Auch wer nur ab und zu in Zürich ein Flugzeug besteigt, hat sich daran gewöhnt, für einen Kurztrip nach Paris 2000 Meilen zu kassieren, für einen Business-Class-Flug nach San Francisco und zurück gar 17 470 Meilen. Allein bei der Swiss fiebern 2,5 Millionen registrierte Meilensammler ihrem nächsten Freiflug entgegen. Weltweit sind rund 100 Millionen Passagiere auf Ticketjagd: Auf inzwischen rund 9,3 Billionen (das entspricht einer Neun mit zwölf Nullen) wird das global ausstehende Meilenguthaben geschätzt – und jedes Jahr werden es 20 Prozent mehr.

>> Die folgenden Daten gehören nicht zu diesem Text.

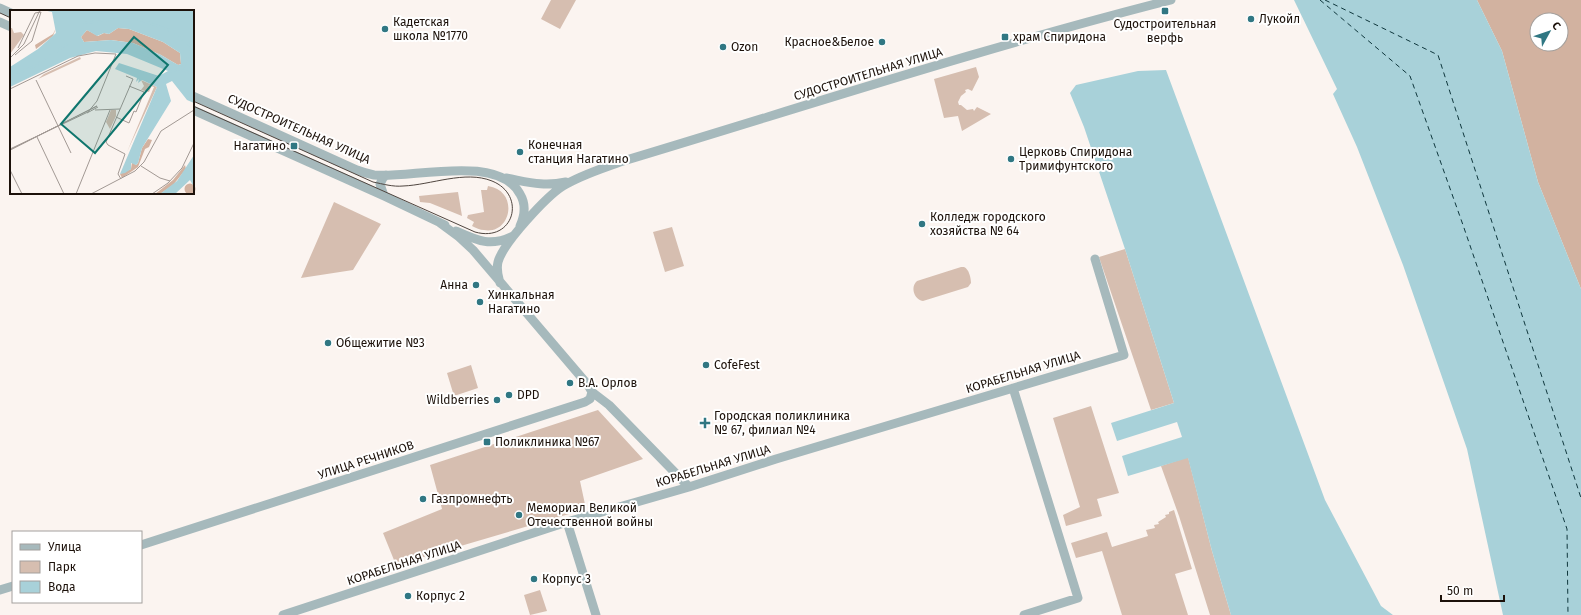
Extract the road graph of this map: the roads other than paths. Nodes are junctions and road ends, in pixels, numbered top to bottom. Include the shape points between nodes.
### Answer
1 (1171, 0) edge
2 (0, 8) edge
3 (10, 13) edge
4 (0, 22) edge
5 (10, 27) edge
6 (194, 96) edge
7 (194, 110) edge
8 (386, 175) junction
9 (500, 176) junction
10 (574, 180) junction
11 (384, 196) junction
12 (440, 223) junction
13 (516, 232) junction
14 (1095, 258) dead end
15 (500, 283) junction
16 (1013, 388) junction
17 (592, 392) junction
18 (689, 487) junction
19 (567, 522) junction
20 (142, 545) edge
21 (12, 586) edge
22 (0, 590) edge
23 (284, 615) edge
24 (596, 615) edge
25 (1024, 615) edge

1 - 10 street, СУДОСТРОИТЕЛЬНАЯ УЛИЦА via 978,52 620,162
2 - 3 street
4 - 5 street
6 - 8 street, СУДОСТРОИТЕЛЬНАЯ УЛИЦА via 357,170 374,175
7 - 11 street
8 - 9 street, СУДОСТРОИТЕЛЬНАЯ УЛИЦА via 448,170
8 - 11 street via 380,184
9 - 10 street via 541,185
9 - 13 street, СУДОСТРОИТЕЛЬНАЯ УЛИЦА via 517,189 522,197 524,213
10 - 13 street via 553,194
11 - 12 street
12 - 13 street via 491,243 503,240
12 - 15 street via 473,250
13 - 15 street via 498,260
14 - 16 street, КОРАБЕЛЬНАЯ УЛИЦА via 1124,355
15 - 17 street
16 - 18 street, КОРАБЕЛЬНАЯ УЛИЦА
16 - 25 street via 1078,598
17 - 18 street via 609,405
17 - 20 street, УЛИЦА РЕЧНИКОВ via 590,399 585,402
18 - 19 street, КОРАБЕЛЬНАЯ УЛИЦА
19 - 23 street, КОРАБЕЛЬНАЯ УЛИЦА
19 - 24 street
21 - 22 street

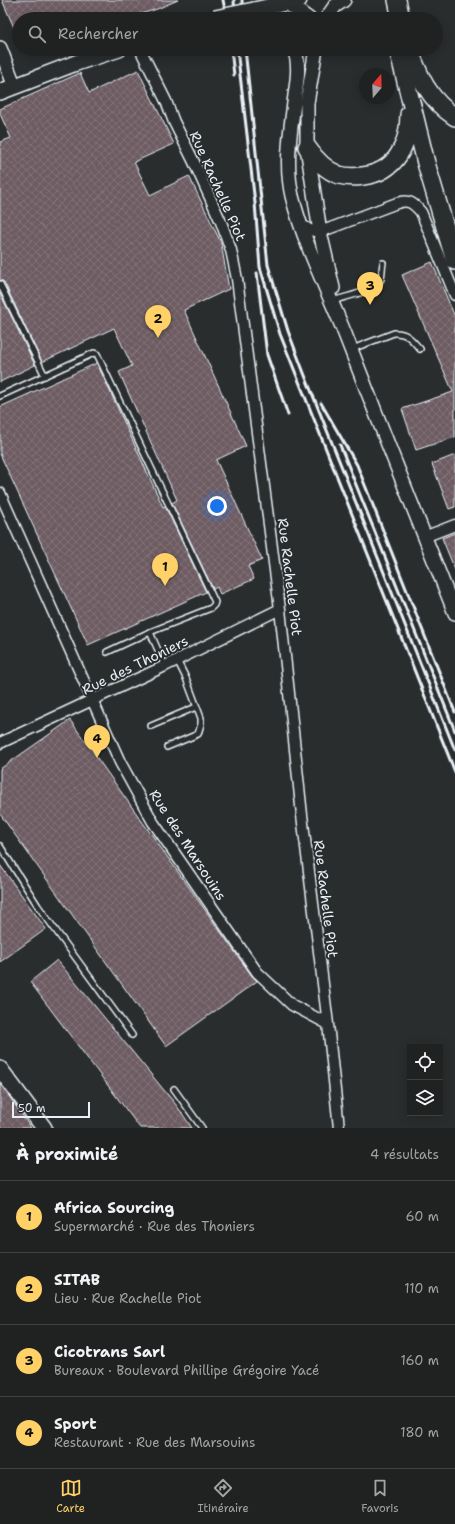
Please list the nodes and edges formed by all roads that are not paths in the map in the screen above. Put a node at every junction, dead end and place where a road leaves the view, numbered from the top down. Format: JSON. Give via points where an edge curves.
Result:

Seit langem sind die Vielfliegerprogramme für die Airlines ein unabdingbares Kundenbindungsinstrument. Doch das Fliegen wird dabei immer unwichtiger. Mehr und mehr Kunden füllen ihr Meilenkonto auf, indem sie telefonieren, Aktien handeln, im Duty-free-Shop einkaufen oder ihren Lebensunterhalt mit der Kreditkarte bezahlen. In den USA werden bereits 60 Prozent der Meilen am Boden gesammelt. In Europa dürften es rund 20 Prozent sein, schätzen Branchenexperten. Und die Fluggesellschaften verdienen sehr gut daran: Allein in den USA verkaufen sie jährlich Meilen für über zwei Milliarden Dollar an Drittunternehmen. «Die Vielfliegerprogamme sind für die Airlines vom Kostenfaktor zur Ertragsquelle geworden», sagt Randy Petersen, der den Branchendienst Webflyer.com betreibt. Kein Wunder, denn sie lassen sich ihre Treuepunkte gut bezahlen.

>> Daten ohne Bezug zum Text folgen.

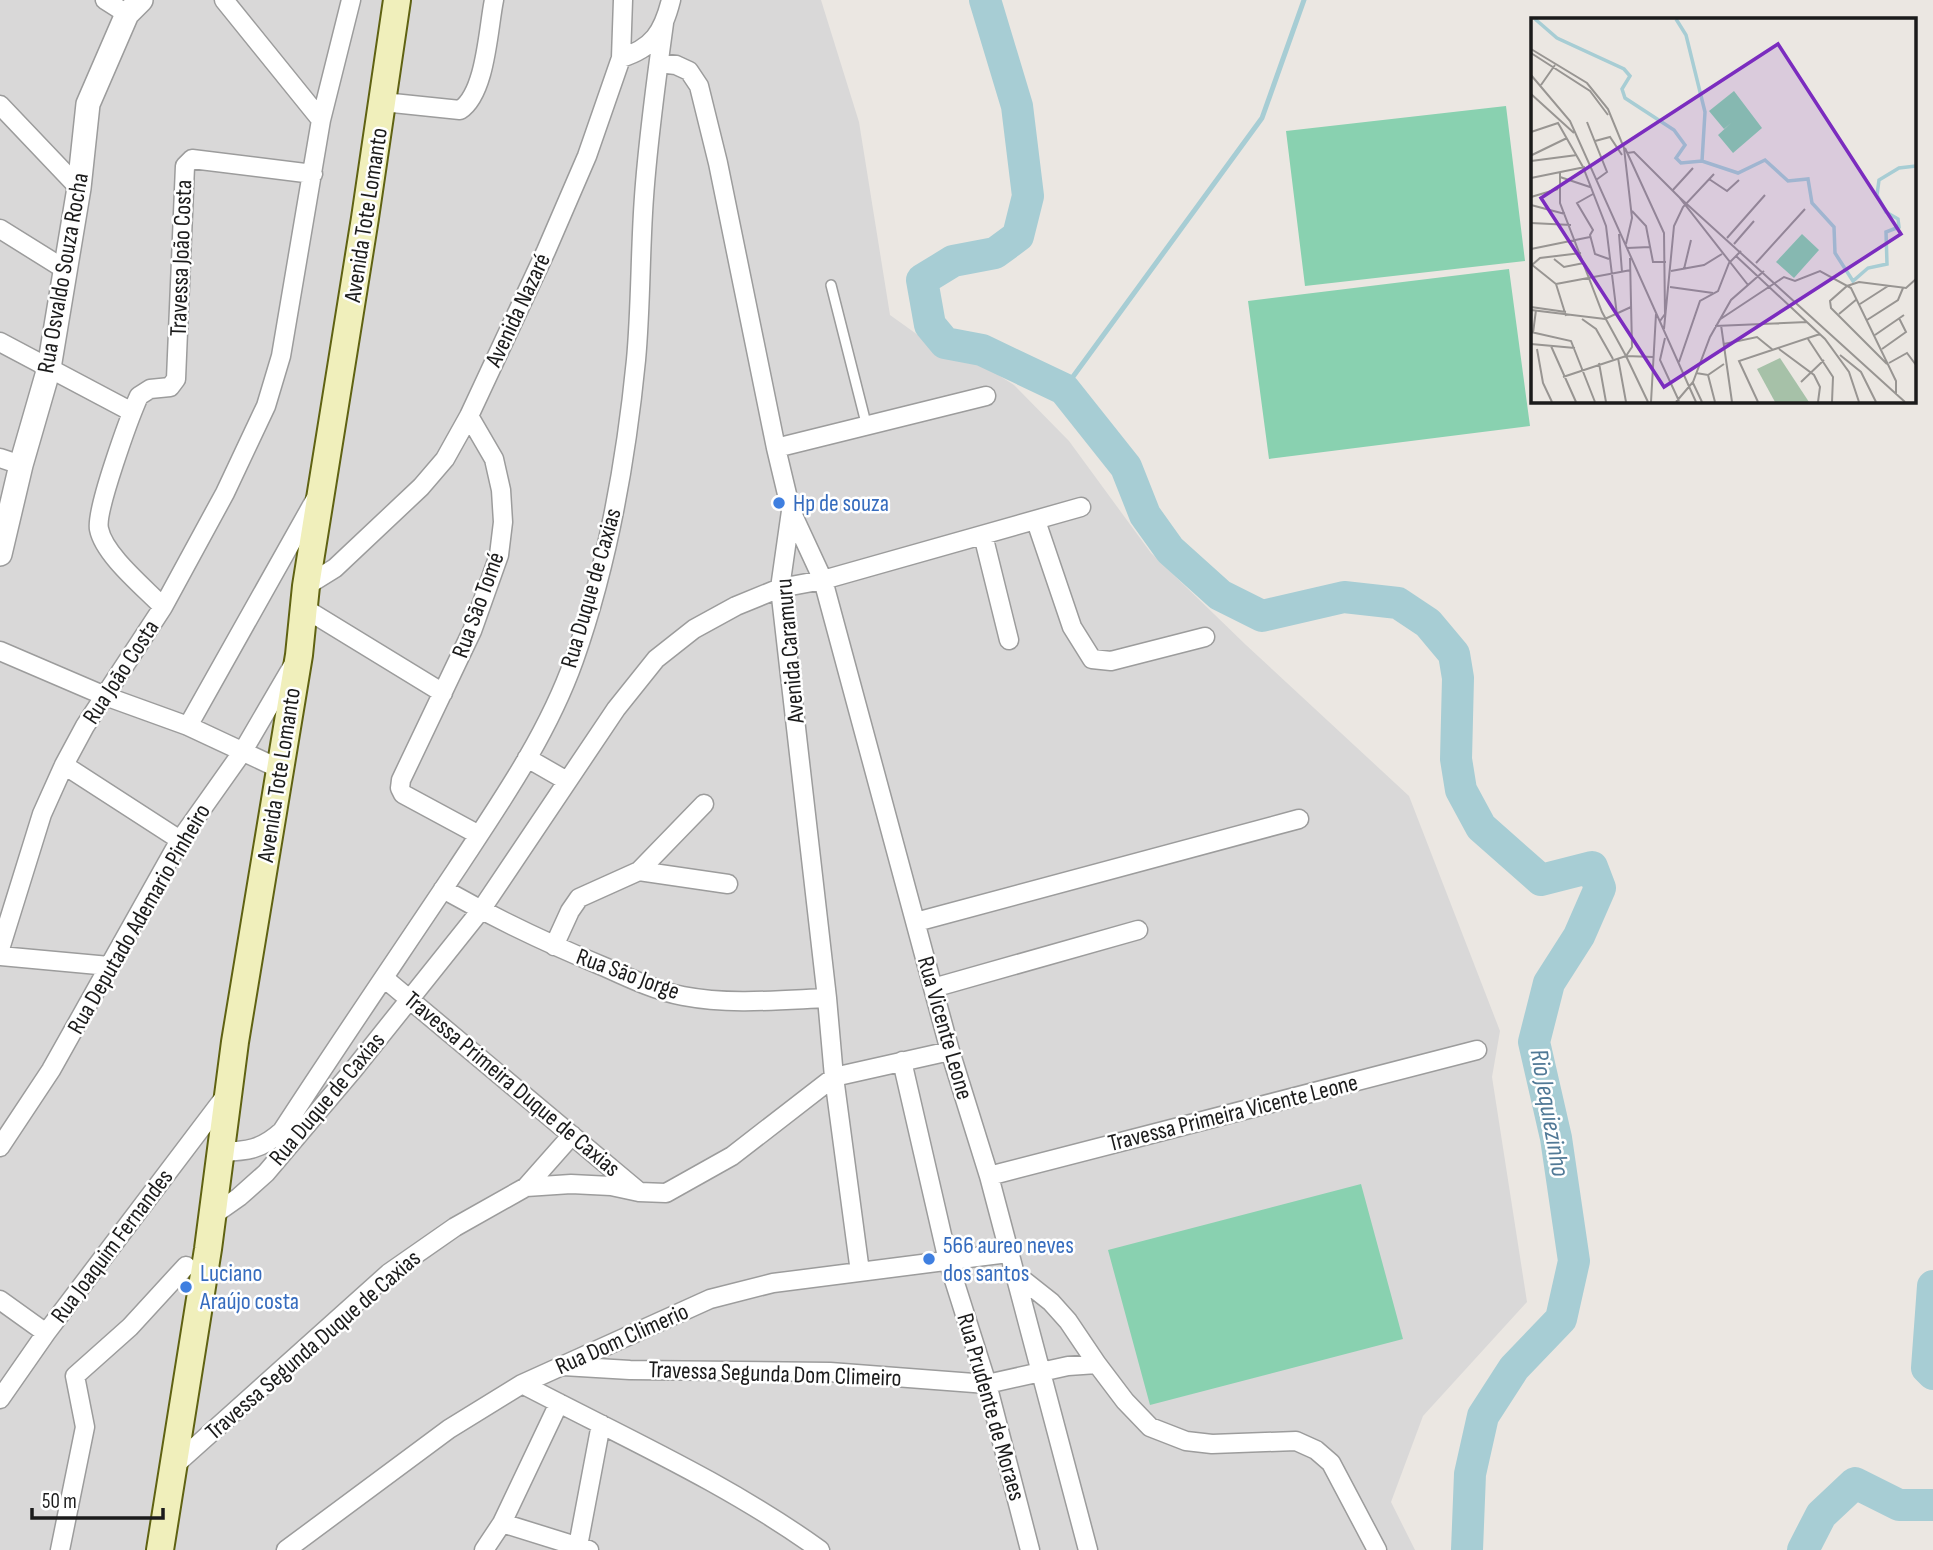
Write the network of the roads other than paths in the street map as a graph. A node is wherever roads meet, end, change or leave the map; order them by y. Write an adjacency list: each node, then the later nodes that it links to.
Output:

Swiss: zwei bis acht Rappen pro Punkt Umgerechnet drei bis zwölf Rappen verlangen die Airlines für jede Meile, die später Hotels, Kreditkartenunternehmen oder Tankstellen an ihre Kunden verschenken. Die Swiss kassiert je nach Abnehmer zwei bis acht Rappen pro Bonuspunkt. «Der Meilenverkauf bildet als Ergänzung der knappen Margen im Kerngeschäft für jede Airline eine willkommene zusätzliche Einnahmequelle», sagt Roland Rutz, Vice President Marketing & Sales bei Qualiflyer. Gerade das Qualiflyer-Programm (es wird ab 1. Januar unter dem Namen Swiss Travelclub weitergeführt) gilt als vorbildliche Ertragsquelle: Seit 1999 und damit als erstes derartiges Programm in Europa schreibt es schwarze Zahlen. «In den USA sind sogar alle Meilenprogramme selbsttragend», sagt Ravindra Bhagwanani. Der Schweizer mit dem indischen Namen hat sich mit seiner Firma Global Flight Management im deutschen Offenbach auf die Meilenberatung von Vielfliegern spezialisiert.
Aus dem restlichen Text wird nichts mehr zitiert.